“Mrs. Kemble was at an inn in Switzerland with a lady with whom she never made acquaintance. They were both reading ‘Middlemarch,’ and came down with their books into the public room, and were engrossed in them. But one day the lady was so enchanted with a passage in her volume that she burst out with, ‘Well, this woman is one of the noblest of authors: whatever the peculiarities of her views on life may be, I will never believe that the woman who can write thus can be other than one with the very noblest aims.’ Then Mrs. Kemble turned upon her furiously with, ‘Who are you that you should presume to dare to judge such a woman as George Eliot? how can you dare to judge her?’ and the lady jumped up, and, instead of being angry, embraced Mrs. Kemble upon the spot.
“For her own sharp sayings, Mrs. Kemble is repaid by her grandchildren. She wrote to one of her grandsons that she did not care for Wagner’s music, she could not understand what he meant by it. He answered, that a fly crawling up the wall of Cologne Cathedral might as well presume to judge of its architectural glories as she of Wagner! She did not seem to know whether to be angry or pleased at this.
“Dear Lady Marian Alford used to tell of her first meeting Mrs. Kemble at a garden-party. She had scarcely sat down by her when Mrs. Kemble said slowly, with her peculiar intonation and inflection upon each syllable—‘I do per-ceive a ... stink!’
“Being asked if she would employ Pakenham or M’Crackem as agent for sending her goods from Italy to England, Mrs. Kemble said, ‘Why, rather Pack’em than Crack’em, to be sure.’”

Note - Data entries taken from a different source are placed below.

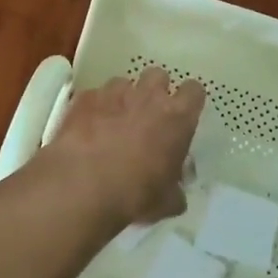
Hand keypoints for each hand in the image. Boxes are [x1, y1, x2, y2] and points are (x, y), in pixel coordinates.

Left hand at [39, 67, 205, 226]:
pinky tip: (87, 128)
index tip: (182, 115)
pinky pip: (94, 95)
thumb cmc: (136, 194)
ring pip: (123, 82)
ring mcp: (114, 93)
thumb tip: (175, 193)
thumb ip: (175, 190)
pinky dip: (94, 108)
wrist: (83, 187)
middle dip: (154, 91)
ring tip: (114, 121)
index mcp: (177, 117)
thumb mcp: (167, 201)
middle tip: (148, 115)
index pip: (194, 91)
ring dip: (122, 98)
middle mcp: (149, 97)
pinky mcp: (84, 99)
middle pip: (158, 75)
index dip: (189, 101)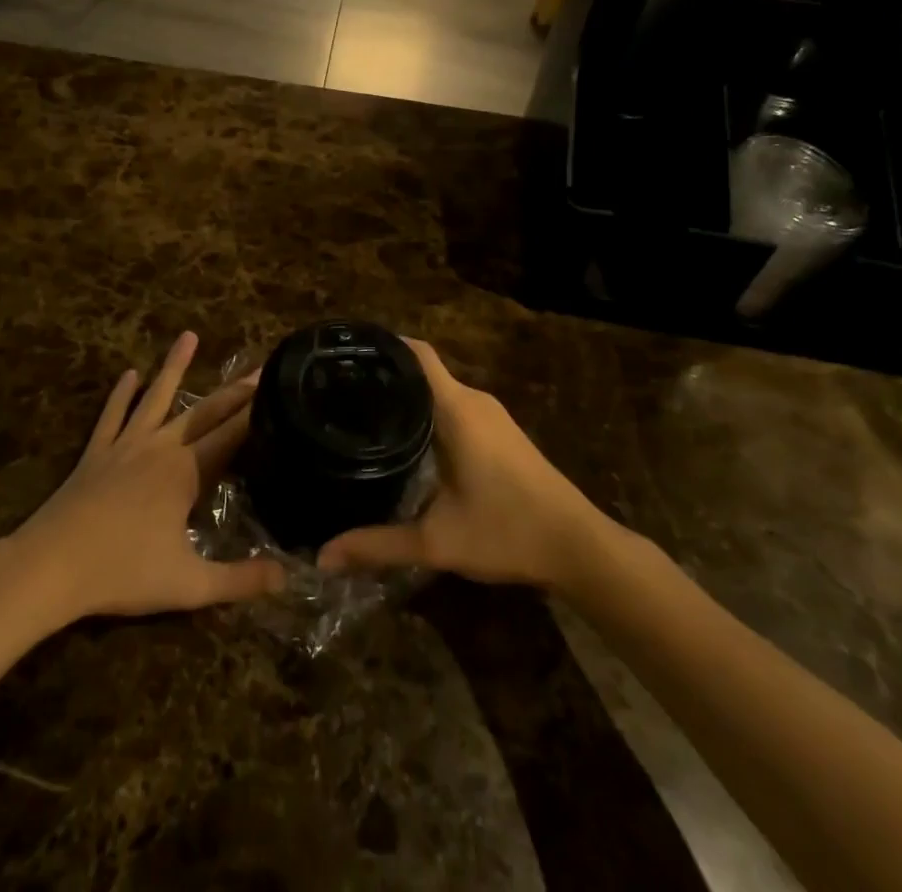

“Sept. 30.—A charming visit to the Delawarrs at Buckhurst. I had no idea there was such a beautiful place in Sussex, such moss-grown oaks and beeches; such deep ferny and heathy glens; such still pools, in which all the autumnal tints are reflected; such winding forest-paths, up and down and in and out of which Lady Delawarr has driven me with her two ponies tandem; an infantine Medway, nearly to the source of which the eldest boy, Cantilupe, rowed me through channels so narrow that one could touch the great water-plants on either side. Then the house has many delightful books and pictures, including two Sir Joshuas; and there are two other old houses, semi-deserted, but with grand castellated gateways, infinitely picturesque; and there is a monumental chapel, where a marble Duke and Duchess of Dorset kneel eternally by the tomb of the many children who died before them.
“The ‘company’ has been varied and amusing—Miss (Doll) Farquharson of Invercauld, a perfect Niagara of amusing Scottish anecdote; Mr. Broadley, of terrible review reputation; and the Roman Catholic Bishop of Portsmouth, who has propounded many quaint riddles of his own invention.
“Miss Farquharson described a minister at Invercauld, who, wishing to flatter the family, stated in his sermon that the Farquharson tartan was one of the oldest dresses in the world, as it was evident that Joseph’s coat of many colours was made of it, ‘thereby giving mortal offence to the Duffs, who sat in the opposite pew.’